■ TASK PROMPT:
Write the listing out again, exactly as it reads below.

■ DATA TO PROCESS:

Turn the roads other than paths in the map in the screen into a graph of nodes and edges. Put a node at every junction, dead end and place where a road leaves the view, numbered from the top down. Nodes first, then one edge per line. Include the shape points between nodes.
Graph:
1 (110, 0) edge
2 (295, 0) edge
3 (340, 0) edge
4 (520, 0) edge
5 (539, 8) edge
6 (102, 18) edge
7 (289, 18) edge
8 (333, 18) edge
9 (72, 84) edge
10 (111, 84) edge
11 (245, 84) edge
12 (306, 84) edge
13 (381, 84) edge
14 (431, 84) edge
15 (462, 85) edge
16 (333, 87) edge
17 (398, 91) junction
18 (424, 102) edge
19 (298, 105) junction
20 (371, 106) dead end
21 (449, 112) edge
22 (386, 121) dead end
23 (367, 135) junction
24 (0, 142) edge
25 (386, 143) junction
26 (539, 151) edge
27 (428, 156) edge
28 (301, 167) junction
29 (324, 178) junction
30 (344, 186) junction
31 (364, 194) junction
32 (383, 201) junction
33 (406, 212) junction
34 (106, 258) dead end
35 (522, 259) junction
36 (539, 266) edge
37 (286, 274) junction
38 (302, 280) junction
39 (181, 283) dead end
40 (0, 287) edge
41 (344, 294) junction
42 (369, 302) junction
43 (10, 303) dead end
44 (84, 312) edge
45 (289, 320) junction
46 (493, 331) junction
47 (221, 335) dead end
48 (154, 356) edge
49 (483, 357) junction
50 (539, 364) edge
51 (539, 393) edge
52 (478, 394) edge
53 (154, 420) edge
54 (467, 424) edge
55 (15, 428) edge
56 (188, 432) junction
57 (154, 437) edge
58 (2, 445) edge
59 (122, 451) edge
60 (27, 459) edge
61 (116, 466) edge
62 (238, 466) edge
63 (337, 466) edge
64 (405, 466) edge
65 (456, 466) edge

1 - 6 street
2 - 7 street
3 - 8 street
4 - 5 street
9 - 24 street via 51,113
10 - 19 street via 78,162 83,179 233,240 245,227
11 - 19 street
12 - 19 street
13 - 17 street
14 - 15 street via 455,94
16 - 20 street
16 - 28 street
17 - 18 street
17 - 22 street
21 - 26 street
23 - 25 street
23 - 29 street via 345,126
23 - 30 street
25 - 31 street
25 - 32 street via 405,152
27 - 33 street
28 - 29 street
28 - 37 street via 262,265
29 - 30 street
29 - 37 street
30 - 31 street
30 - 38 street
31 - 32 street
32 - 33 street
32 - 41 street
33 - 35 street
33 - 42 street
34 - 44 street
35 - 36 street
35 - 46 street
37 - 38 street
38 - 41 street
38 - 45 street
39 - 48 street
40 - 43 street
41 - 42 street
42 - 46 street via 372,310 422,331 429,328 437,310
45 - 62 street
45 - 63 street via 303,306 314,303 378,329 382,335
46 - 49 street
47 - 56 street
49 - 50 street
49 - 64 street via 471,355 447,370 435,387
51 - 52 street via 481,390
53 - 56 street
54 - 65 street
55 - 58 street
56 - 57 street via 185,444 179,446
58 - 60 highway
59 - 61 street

■ RESPONSE:
Turn the roads other than paths in the map in the screen into a graph of nodes and edges. Put a node at every junction, dead end and place where a road leaves the view, numbered from the top down. Nodes first, then one edge per line. Include the shape points between nodes.
Graph:
1 (110, 0) edge
2 (295, 0) edge
3 (340, 0) edge
4 (520, 0) edge
5 (539, 8) edge
6 (102, 18) edge
7 (289, 18) edge
8 (333, 18) edge
9 (72, 84) edge
10 (111, 84) edge
11 (245, 84) edge
12 (306, 84) edge
13 (381, 84) edge
14 (431, 84) edge
15 (462, 85) edge
16 (333, 87) edge
17 (398, 91) junction
18 (424, 102) edge
19 (298, 105) junction
20 (371, 106) dead end
21 (449, 112) edge
22 (386, 121) dead end
23 (367, 135) junction
24 (0, 142) edge
25 (386, 143) junction
26 (539, 151) edge
27 (428, 156) edge
28 (301, 167) junction
29 (324, 178) junction
30 (344, 186) junction
31 (364, 194) junction
32 (383, 201) junction
33 (406, 212) junction
34 (106, 258) dead end
35 (522, 259) junction
36 (539, 266) edge
37 (286, 274) junction
38 (302, 280) junction
39 (181, 283) dead end
40 (0, 287) edge
41 (344, 294) junction
42 (369, 302) junction
43 (10, 303) dead end
44 (84, 312) edge
45 (289, 320) junction
46 (493, 331) junction
47 (221, 335) dead end
48 (154, 356) edge
49 (483, 357) junction
50 (539, 364) edge
51 (539, 393) edge
52 (478, 394) edge
53 (154, 420) edge
54 (467, 424) edge
55 (15, 428) edge
56 (188, 432) junction
57 (154, 437) edge
58 (2, 445) edge
59 (122, 451) edge
60 (27, 459) edge
61 (116, 466) edge
62 (238, 466) edge
63 (337, 466) edge
64 (405, 466) edge
65 (456, 466) edge

1 - 6 street
2 - 7 street
3 - 8 street
4 - 5 street
9 - 24 street via 51,113
10 - 19 street via 78,162 83,179 233,240 245,227
11 - 19 street
12 - 19 street
13 - 17 street
14 - 15 street via 455,94
16 - 20 street
16 - 28 street
17 - 18 street
17 - 22 street
21 - 26 street
23 - 25 street
23 - 29 street via 345,126
23 - 30 street
25 - 31 street
25 - 32 street via 405,152
27 - 33 street
28 - 29 street
28 - 37 street via 262,265
29 - 30 street
29 - 37 street
30 - 31 street
30 - 38 street
31 - 32 street
32 - 33 street
32 - 41 street
33 - 35 street
33 - 42 street
34 - 44 street
35 - 36 street
35 - 46 street
37 - 38 street
38 - 41 street
38 - 45 street
39 - 48 street
40 - 43 street
41 - 42 street
42 - 46 street via 372,310 422,331 429,328 437,310
45 - 62 street
45 - 63 street via 303,306 314,303 378,329 382,335
46 - 49 street
47 - 56 street
49 - 50 street
49 - 64 street via 471,355 447,370 435,387
51 - 52 street via 481,390
53 - 56 street
54 - 65 street
55 - 58 street
56 - 57 street via 185,444 179,446
58 - 60 highway
59 - 61 street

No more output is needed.